### ASSIGNMENT
Check each line of the material below for "tunnel" and copy those where it appears.

### PROVIDED DATA
......

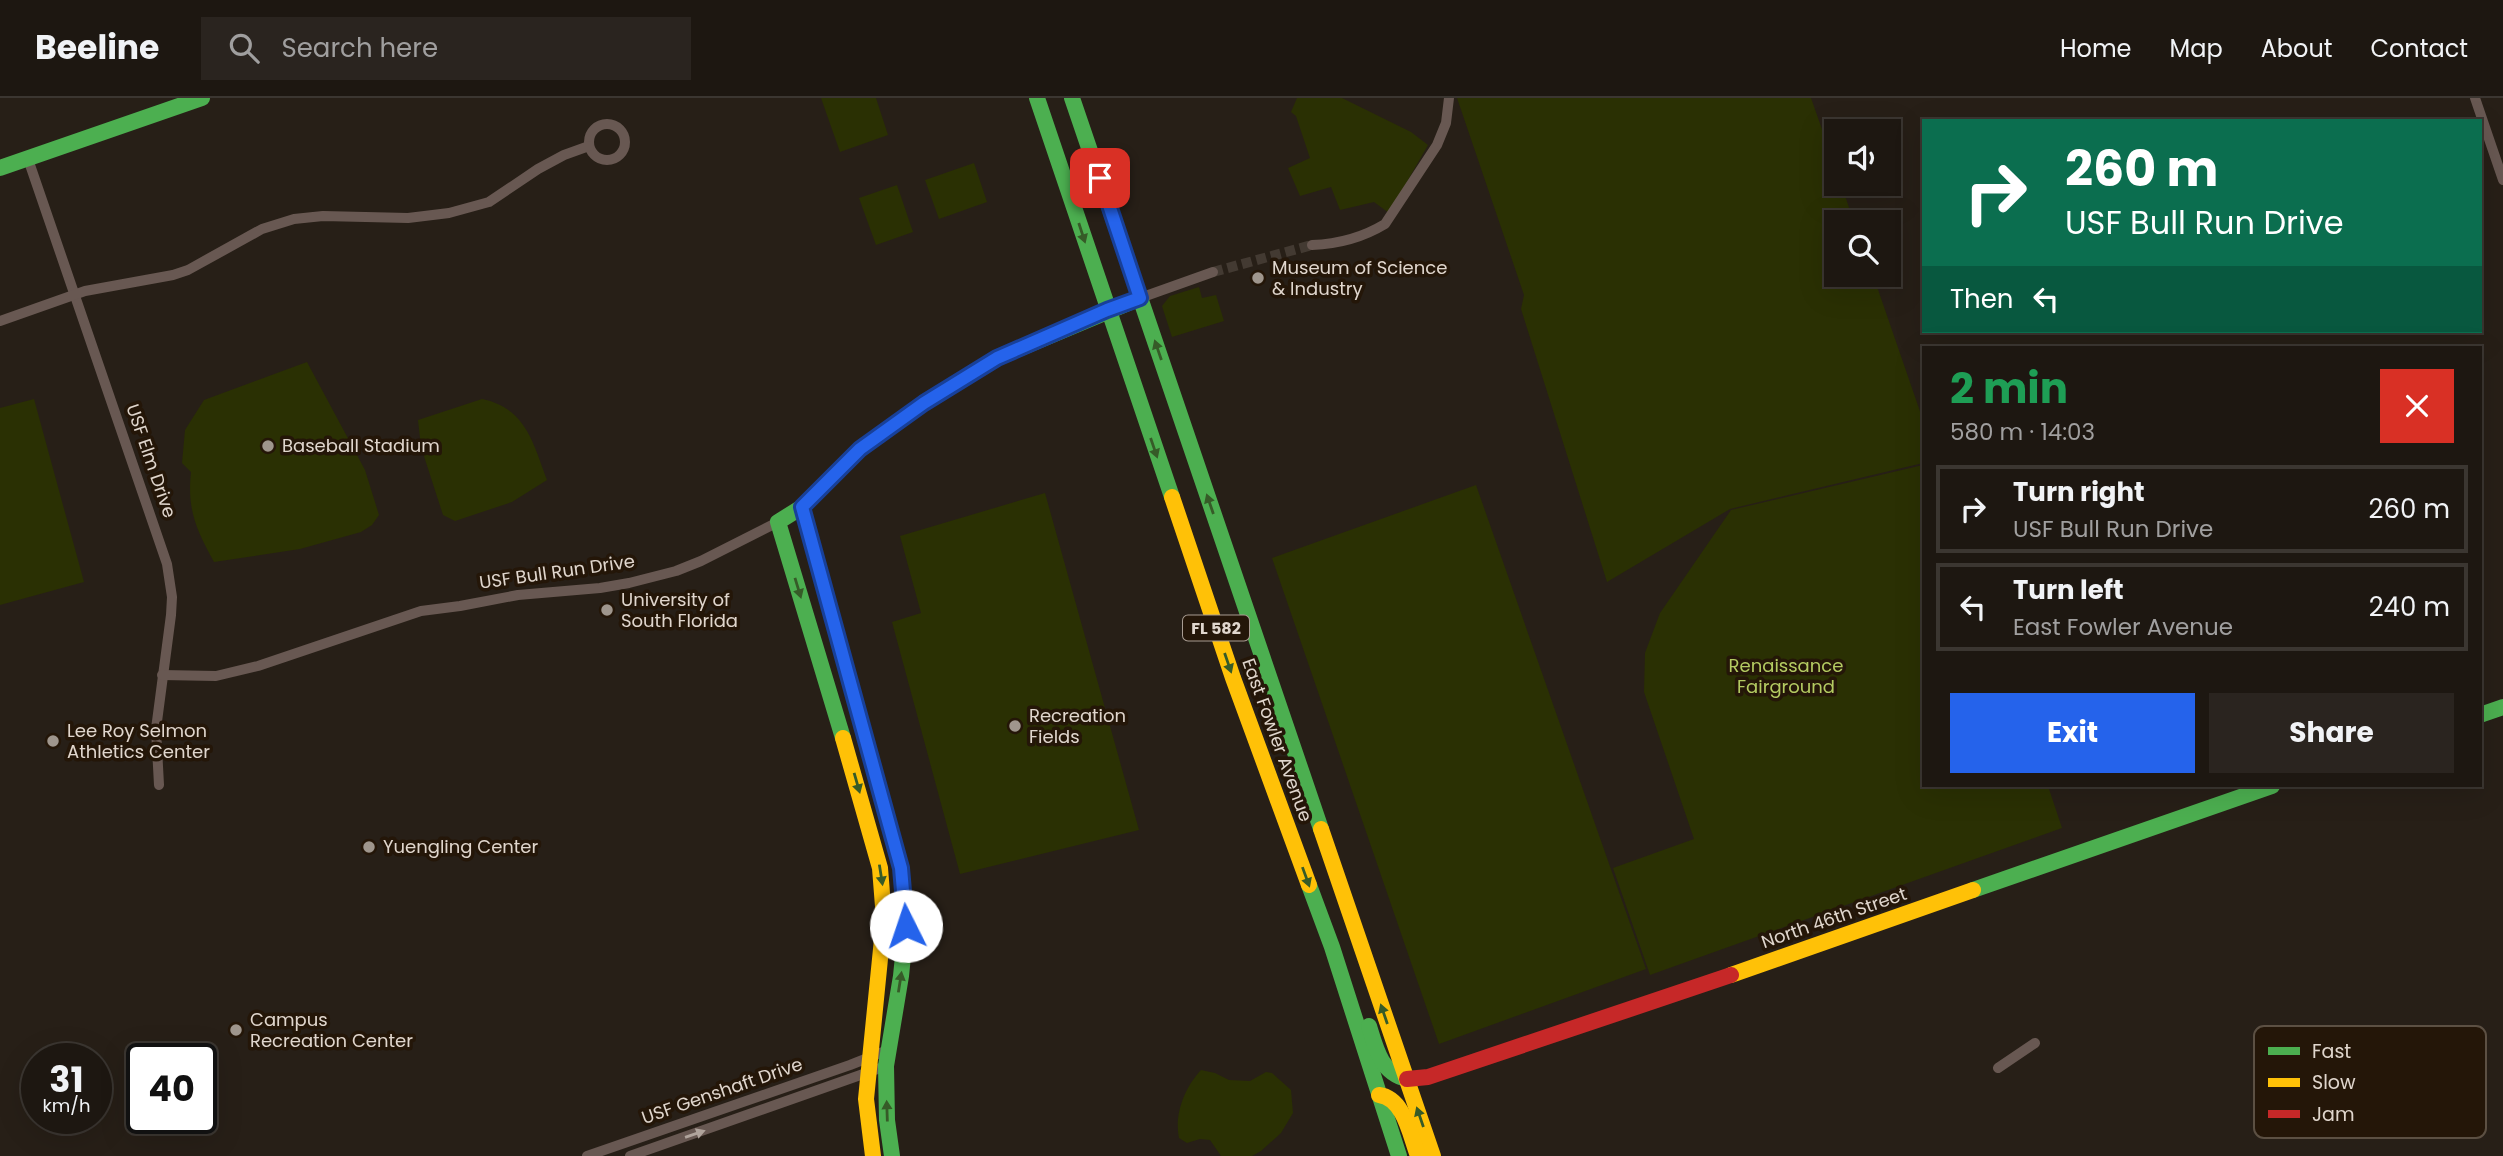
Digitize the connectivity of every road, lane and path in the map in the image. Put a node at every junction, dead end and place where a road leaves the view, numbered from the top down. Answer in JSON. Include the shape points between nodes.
{"nodes":[{"id":1,"x":202,"y":98,"type":"edge"},
{"id":2,"x":1037,"y":98,"type":"edge"},
{"id":3,"x":1072,"y":98,"type":"edge"},
{"id":4,"x":1449,"y":98,"type":"edge"},
{"id":5,"x":2475,"y":98,"type":"edge"},
{"id":6,"x":589,"y":146,"type":"dead end"},
{"id":7,"x":28,"y":159,"type":"junction"},
{"id":8,"x":2501,"y":165,"type":"edge"},
{"id":9,"x":0,"y":168,"type":"edge"},
{"id":10,"x":2503,"y":180,"type":"edge"},
{"id":11,"x":1312,"y":245,"type":"tunnel mouth"},
{"id":12,"x":1213,"y":272,"type":"tunnel mouth"},
{"id":13,"x":75,"y":294,"type":"junction"},
{"id":14,"x":1140,"y":298,"type":"junction"},
{"id":15,"x":1107,"y":310,"type":"junction"},
{"id":16,"x":0,"y":321,"type":"edge"},
{"id":17,"x":802,"y":507,"type":"junction"},
{"id":18,"x":778,"y":522,"type":"junction"},
{"id":19,"x":162,"y":675,"type":"junction"},
{"id":20,"x":2503,"y":706,"type":"edge"},
{"id":21,"x":2482,"y":714,"type":"edge"},
{"id":22,"x":159,"y":785,"type":"dead end"},
{"id":23,"x":2269,"y":787,"type":"edge"},
{"id":24,"x":1332,"y":947,"type":"junction"},
{"id":25,"x":2035,"y":1043,"type":"dead end"},
{"id":26,"x":887,"y":1058,"type":"junction"},
{"id":27,"x":868,"y":1066,"type":"junction"},
{"id":28,"x":1998,"y":1068,"type":"dead end"},
{"id":29,"x":1407,"y":1079,"type":"junction"},
{"id":30,"x":1379,"y":1095,"type":"junction"},
{"id":31,"x":587,"y":1156,"type":"edge"},
{"id":32,"x":630,"y":1156,"type":"edge"},
{"id":33,"x":873,"y":1156,"type":"edge"},
{"id":34,"x":892,"y":1156,"type":"edge"},
{"id":35,"x":1399,"y":1156,"type":"edge"},
{"id":36,"x":1418,"y":1156,"type":"edge"},
{"id":37,"x":1433,"y":1156,"type":"edge"}],
"edges":[{"from":1,"to":7,"type":"street"},
{"from":2,"to":15,"type":"street","name":"East Fowler Avenue","number":"FL 582","one_way":true},
{"from":3,"to":14,"type":"street","name":"East Fowler Avenue","number":"FL 582"},
{"from":4,"to":11,"type":"street","via":[[1437,145],[1385,224],[1336,244]]},
{"from":5,"to":8,"type":"street"},
{"from":6,"to":13,"type":"street","via":[[538,169],[489,202],[408,218],[295,219],[262,229],[188,270]]},
{"from":7,"to":9,"type":"street"},
{"from":7,"to":13,"type":"street","name":"USF Elm Drive"},
{"from":8,"to":10,"type":"street"},
{"from":12,"to":14,"type":"street"},
{"from":13,"to":16,"type":"street"},
{"from":13,"to":19,"type":"street","name":"USF Elm Drive","via":[[167,564],[172,597]]},
{"from":14,"to":15,"type":"street","name":"USF Bull Run Drive"},
{"from":29,"to":14,"type":"street","name":"East Fowler Avenue","number":"FL 582","one_way":true},
{"from":15,"to":17,"type":"street","name":"USF Bull Run Drive","via":[[997,358],[924,403],[860,449]]},
{"from":15,"to":24,"type":"street","name":"East Fowler Avenue","number":"FL 582","one_way":true,"via":[[1233,678]]},
{"from":17,"to":18,"type":"street","name":"USF Bull Run Drive"},
{"from":26,"to":17,"type":"street","one_way":true,"via":[[906,926],[901,868]]},
{"from":18,"to":19,"type":"street","name":"USF Bull Run Drive","via":[[701,561],[629,583],[518,594],[421,611],[258,666],[216,676]]},
{"from":18,"to":27,"type":"street","one_way":true,"via":[[880,868],[884,919]]},
{"from":19,"to":22,"type":"street","name":"USF Elm Drive","via":[[156,729]]},
{"from":20,"to":21,"type":"street"},
{"from":23,"to":29,"type":"street","name":"North 46th Street","via":[[1597,1022],[1428,1077]]},
{"from":24,"to":29,"type":"street","via":[[1388,1073]]},
{"from":24,"to":30,"type":"street","name":"East Fowler Avenue","number":"FL 582"},
{"from":25,"to":28,"type":"street"},
{"from":26,"to":27,"type":"street"},
{"from":26,"to":27,"type":"street","name":"USF Genshaft Drive"},
{"from":34,"to":26,"type":"street","one_way":true},
{"from":27,"to":31,"type":"street","name":"USF Genshaft Drive"},
{"from":32,"to":27,"type":"street","name":"USF Genshaft Drive","one_way":true},
{"from":27,"to":33,"type":"street","via":[[867,1112]]},
{"from":37,"to":29,"type":"street","name":"East Fowler Avenue","number":"FL 582","one_way":true},
{"from":30,"to":35,"type":"street","name":"East Fowler Avenue","number":"FL 582"},
{"from":30,"to":36,"type":"street","via":[[1396,1102]]}]}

......

### REPLY
{"id":11,"x":1312,"y":245,"type":"tunnel mouth"},
{"id":12,"x":1213,"y":272,"type":"tunnel mouth"},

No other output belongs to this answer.